Data:
•••

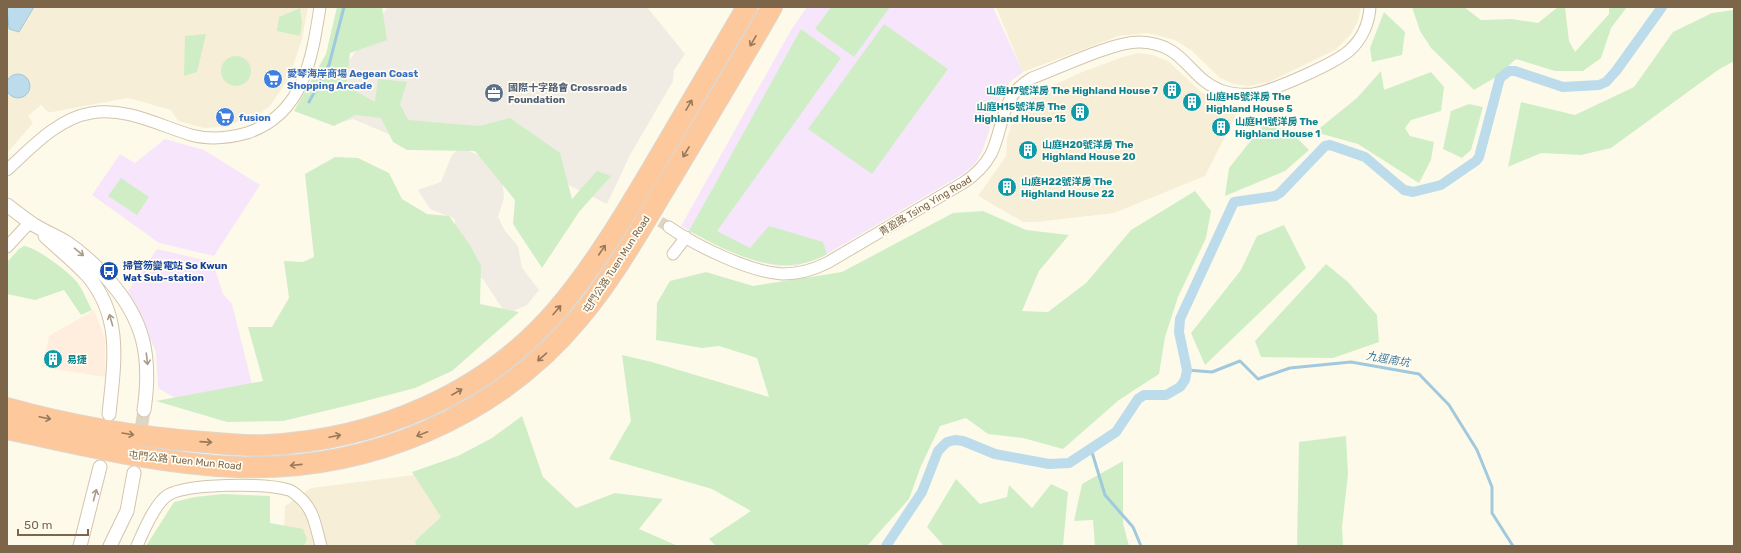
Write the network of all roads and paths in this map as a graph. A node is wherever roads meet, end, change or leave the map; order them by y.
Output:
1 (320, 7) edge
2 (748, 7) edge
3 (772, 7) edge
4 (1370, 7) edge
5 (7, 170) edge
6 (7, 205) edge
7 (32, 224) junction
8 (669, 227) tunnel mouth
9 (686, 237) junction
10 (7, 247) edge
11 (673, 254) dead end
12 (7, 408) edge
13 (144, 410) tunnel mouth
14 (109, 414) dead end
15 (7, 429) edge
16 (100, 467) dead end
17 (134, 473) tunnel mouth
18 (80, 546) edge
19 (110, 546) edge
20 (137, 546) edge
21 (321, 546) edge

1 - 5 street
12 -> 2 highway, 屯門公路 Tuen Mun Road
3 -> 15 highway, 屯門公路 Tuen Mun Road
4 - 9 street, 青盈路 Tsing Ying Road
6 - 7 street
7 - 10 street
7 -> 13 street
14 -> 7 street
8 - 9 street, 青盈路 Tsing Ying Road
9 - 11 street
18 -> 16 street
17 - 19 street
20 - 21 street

•••

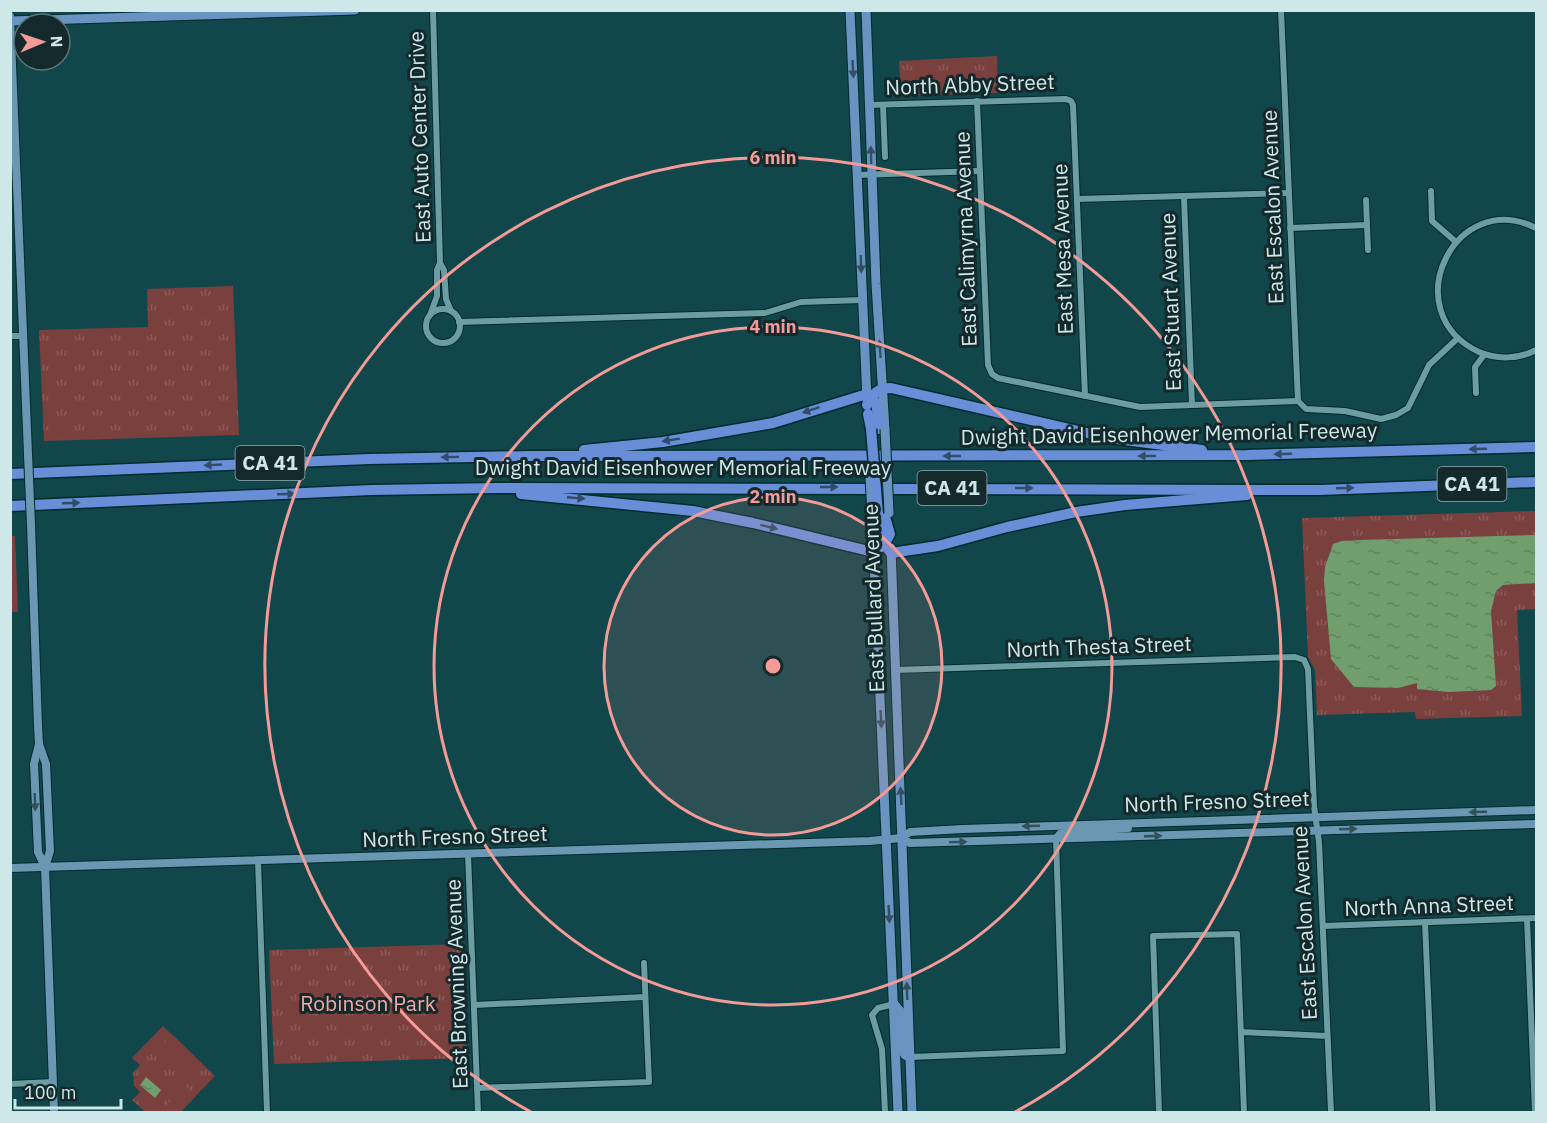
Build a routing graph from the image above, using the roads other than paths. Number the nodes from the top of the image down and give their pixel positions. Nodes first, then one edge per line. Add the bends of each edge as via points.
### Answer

•••

Work item:
Count every line in the data where the string "graph" occurs. Give nothing except the number.

Written answer:
2